The seminar titled “Pakistan China Free Trade Agreement (FTA): Where we are and where we are going?” was organised by the Sustainable Development Policy Institute (SDPI) here at Islamabad.
Speaking on the occasion, Dr. Wang Zhihua, Minister Counselor, Economic and Commercial Section, Chinese Embassy in Pakistan said though trade volume between Pakistan and China has increased over the years but trading imbalance remained the biggest challenge and concerned by the Pakistani government and the business community. “The main reason behind the trade imbalance between the two countries was of structural in nature, where China has strong manufacturing base to export goods as compared to import” he said added the finalization of second phase of Free Trade Agreement (FTA) between two countries on the sideline of second Belt and Road Forum will help resolve these issues and strengthen further bilateral trade ties. Dr Zhihua argued that as per phase two FTA, China has agreed to eliminate duties on more than 300 products, especially in the agriculture sector, where Pakistan has the potential to expand its export basket to China. He said China also encourage more business to business interaction activities in China to help Pakistani business community to learn more about Chinese demand and needs. “We hoped that the incumbent government will adopt new industrial policy at the earliest to help improve business environment and ease of doing business”, he said added this will also help Chinese investors to bring more investments which will also help build manufacturing capacity of the country.
Project Director and Focal Person for CPEC, Hassan Daud Butt said the previous two FTAs could not yield the desired results, hence, pave the way for another revised agreement for the mutual benefit of both Pakistan and China. “In the previous FTAs between China and Pakistan, there were no safeguard measures for industries, no synergy between relevant institutions, balance of payment vision was not incorporated, and no data exchange policy was agreed to counter under-invoicing issues”, he said added the revised FTA with China has incorporated all these factors to make the commercial relationships beneficial for both countries.
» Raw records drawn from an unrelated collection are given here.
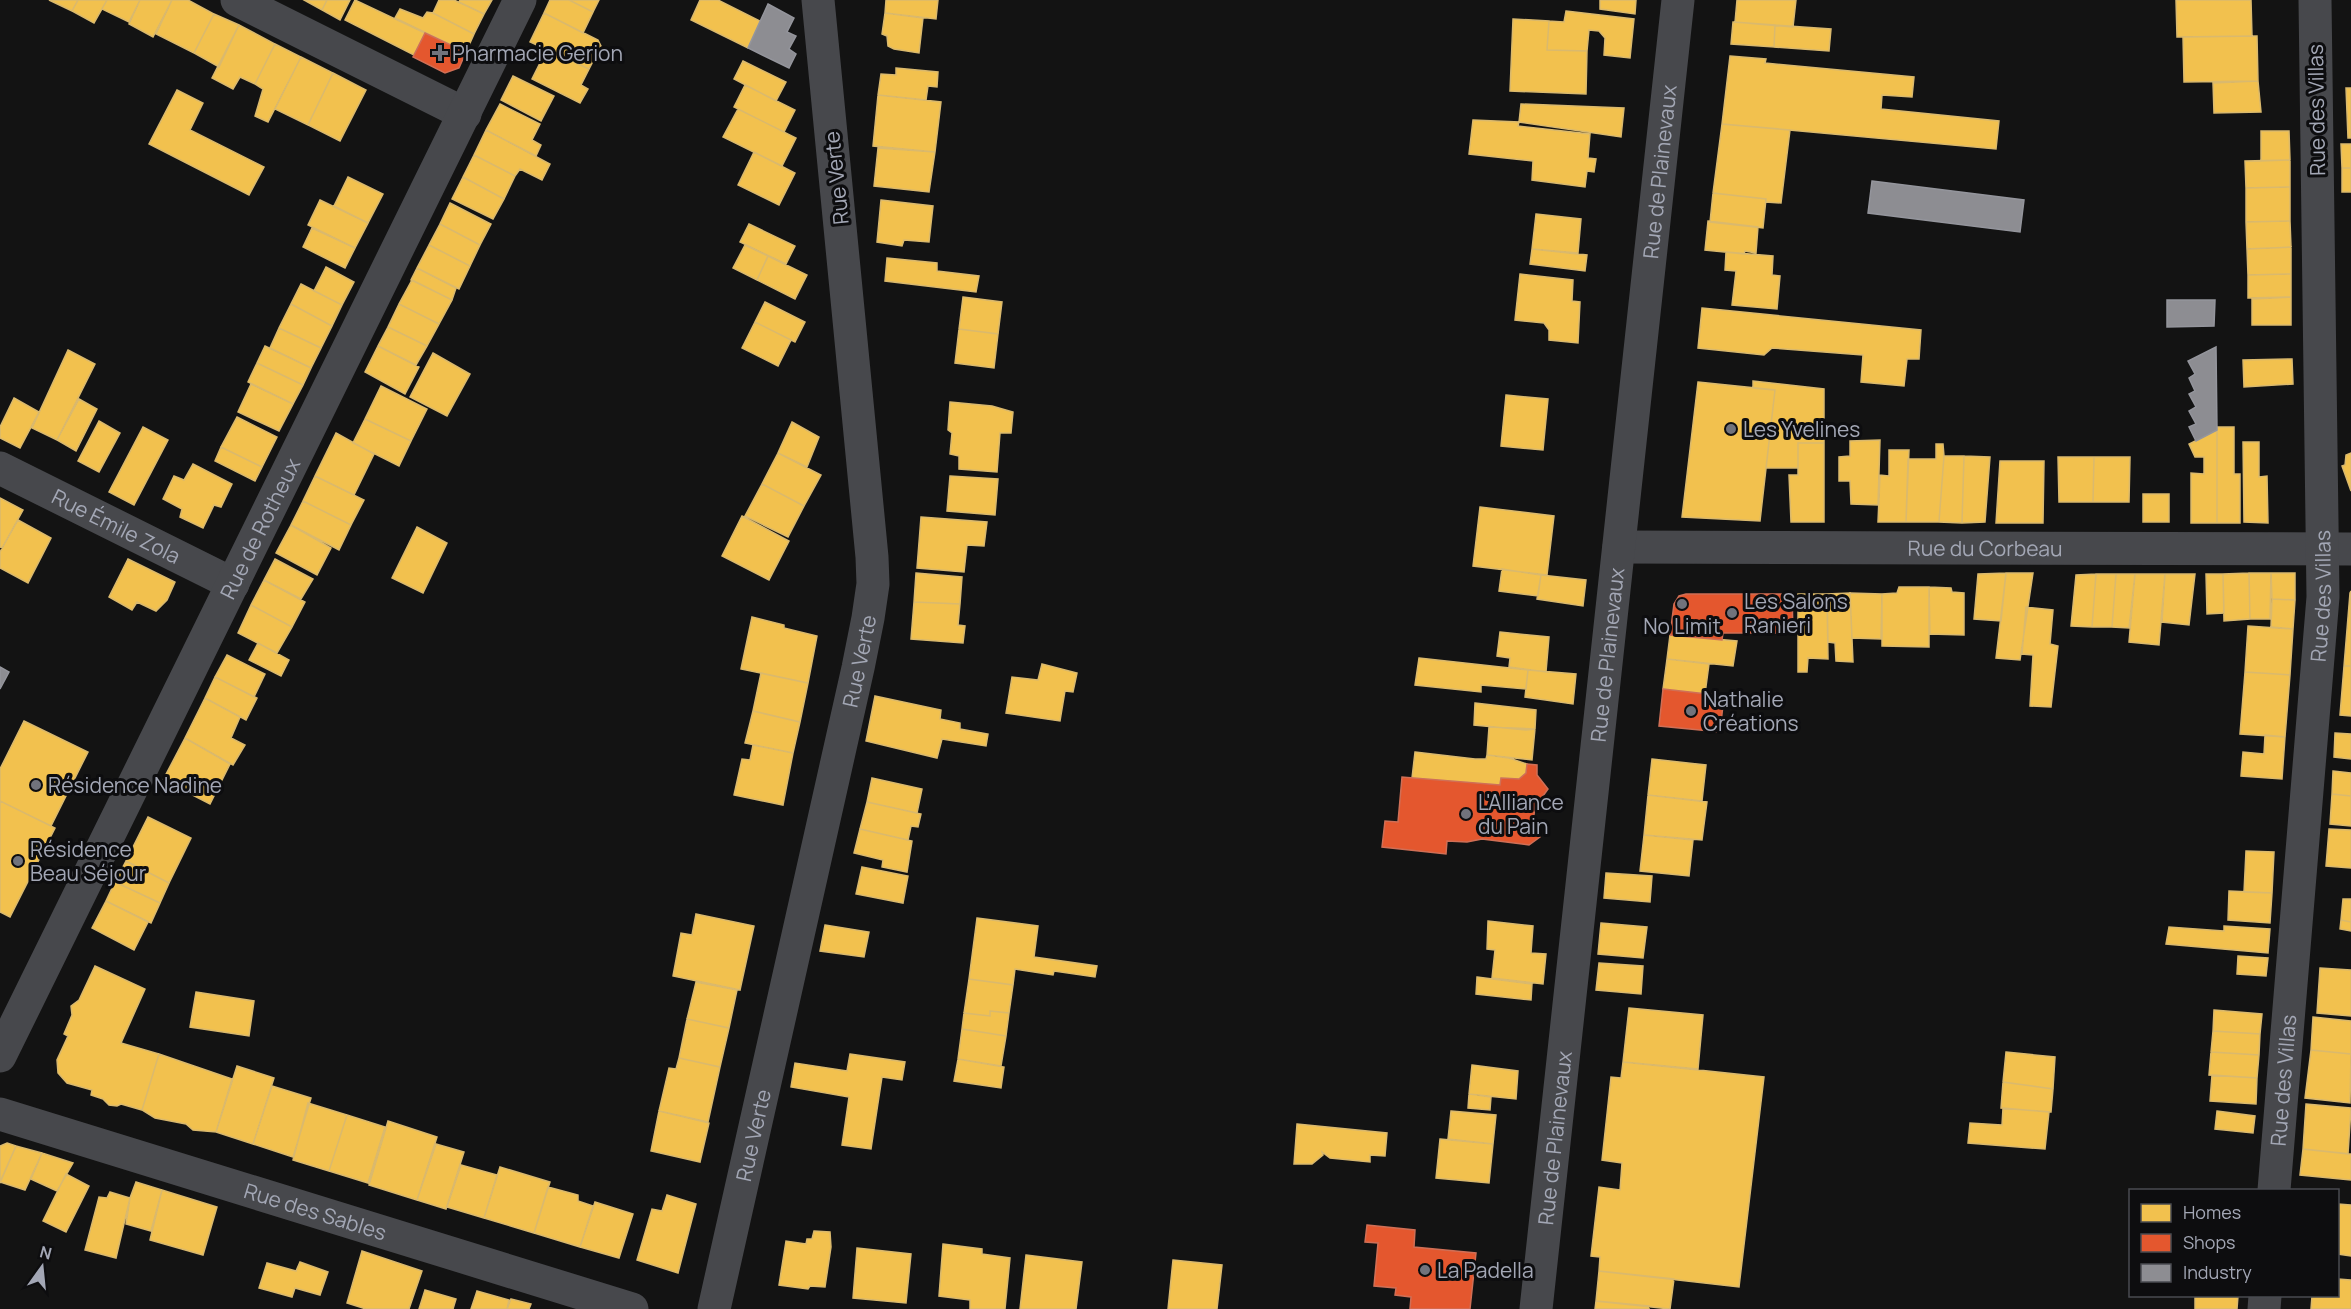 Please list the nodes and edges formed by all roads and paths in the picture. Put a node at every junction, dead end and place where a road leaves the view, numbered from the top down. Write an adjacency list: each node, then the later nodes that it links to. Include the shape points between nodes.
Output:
1 (237, 0): 6 (street)
2 (520, 0): 6 (street, Rue de Rotheux)
3 (818, 0): 15 (street, Rue Verte, via 873,584 858,668)
4 (1678, 0): 8 (street, Rue de Plainevaux)
5 (2315, 0): 9 (street, Rue des Villas)
6 (465, 114): 10 (street, Rue de Rotheux)
7 (0, 468): 10 (street, Rue Émile Zola)
8 (1619, 547): 9 (street, Rue du Corbeau); 16 (street, Rue de Plainevaux)
9 (2336, 549): 13 (street, Rue des Villas, via 2323,597)
10 (233, 584): 11 (street, Rue de Rotheux)
11 (0, 1056)
12 (0, 1114): 14 (street, Rue des Sables)
13 (2274, 1189)
14 (632, 1309)
15 (714, 1309)
16 (1536, 1309)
He also argued that due to lack of efficiency and relatively lower productivity of human resource, Pakistan was lagging behind in the race of competitiveness as compared to its peer countries in the region and internationally. He stressed the need for enhanced efficiency and urged the business community to initiate joint ventures with the Chinese businesses.
In her opening remarks Dr Hina Aslam, Head of China Study Center, SDPI said that even though Pakistan and China had signed two FTAs already — one in 2006 on trade in goods and the other in trade in services in 2009 — but their impact has been less than salutary on Pakistan’s economy. “Under the revised FTA, China has agreed to provide duty free access and unilateral concession to 313 Pakistani product lines (an increase of 257 tariff lines) over the next fifteen years. Moreover, under the new FTA, Pakistan would commission approximately 65% of its market with Chinese exports, whereas China would open up 90% of its market for Pakistani exports”, she said added this would also help in remedying the colossal trade deficit between the two countries, which was around $10 billion last year.
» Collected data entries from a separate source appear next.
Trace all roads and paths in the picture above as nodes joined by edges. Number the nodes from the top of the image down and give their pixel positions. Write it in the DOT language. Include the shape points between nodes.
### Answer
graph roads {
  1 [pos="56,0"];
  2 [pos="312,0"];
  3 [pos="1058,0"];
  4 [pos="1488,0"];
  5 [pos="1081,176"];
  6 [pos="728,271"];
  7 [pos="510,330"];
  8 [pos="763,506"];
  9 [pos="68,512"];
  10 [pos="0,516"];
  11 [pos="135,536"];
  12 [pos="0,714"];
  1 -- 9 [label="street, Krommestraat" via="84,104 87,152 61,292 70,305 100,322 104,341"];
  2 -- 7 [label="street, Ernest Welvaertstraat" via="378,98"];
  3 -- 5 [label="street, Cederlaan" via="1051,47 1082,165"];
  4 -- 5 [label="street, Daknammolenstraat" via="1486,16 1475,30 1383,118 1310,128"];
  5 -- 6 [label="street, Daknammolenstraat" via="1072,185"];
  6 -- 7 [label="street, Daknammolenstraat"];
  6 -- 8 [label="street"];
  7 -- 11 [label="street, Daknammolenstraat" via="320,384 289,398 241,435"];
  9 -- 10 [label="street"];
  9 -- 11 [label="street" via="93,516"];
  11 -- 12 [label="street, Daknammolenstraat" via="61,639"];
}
Dr Hina said that amidst the national and global economic tranquility, the culmination of second phase of Free Trade Agreement is none less than a silver lining for Pakistan’s economy. “China’s annual imports figure stands at $2 trillion, whereas $64 billion of its imports are what Pakistan produces”, she said added if Pakistan manages to capture 10% share of those $64 billion Chinese imports, it can experience a significant increment in exports - reaching up to $6.5 billion.
Mustafa Hyder Sayed, Executive Director, The Pakistan-China Institute, Islamabad stressed the need for changing mindset when it comes to trade with China. “We always look for concessions, favours and grants, whereas, we failed to developed our own market and industries” he said added the government of Pakistan and business community must fundamentally change the mindset and thinking towards China and other trade destinations. He argued that there is no preparedness on the list of products by our businesses and the government which could compete internationally. “Pakistan needs to improve its regulatory environment and need to ensure the ease of doing business to attract investments”, he added.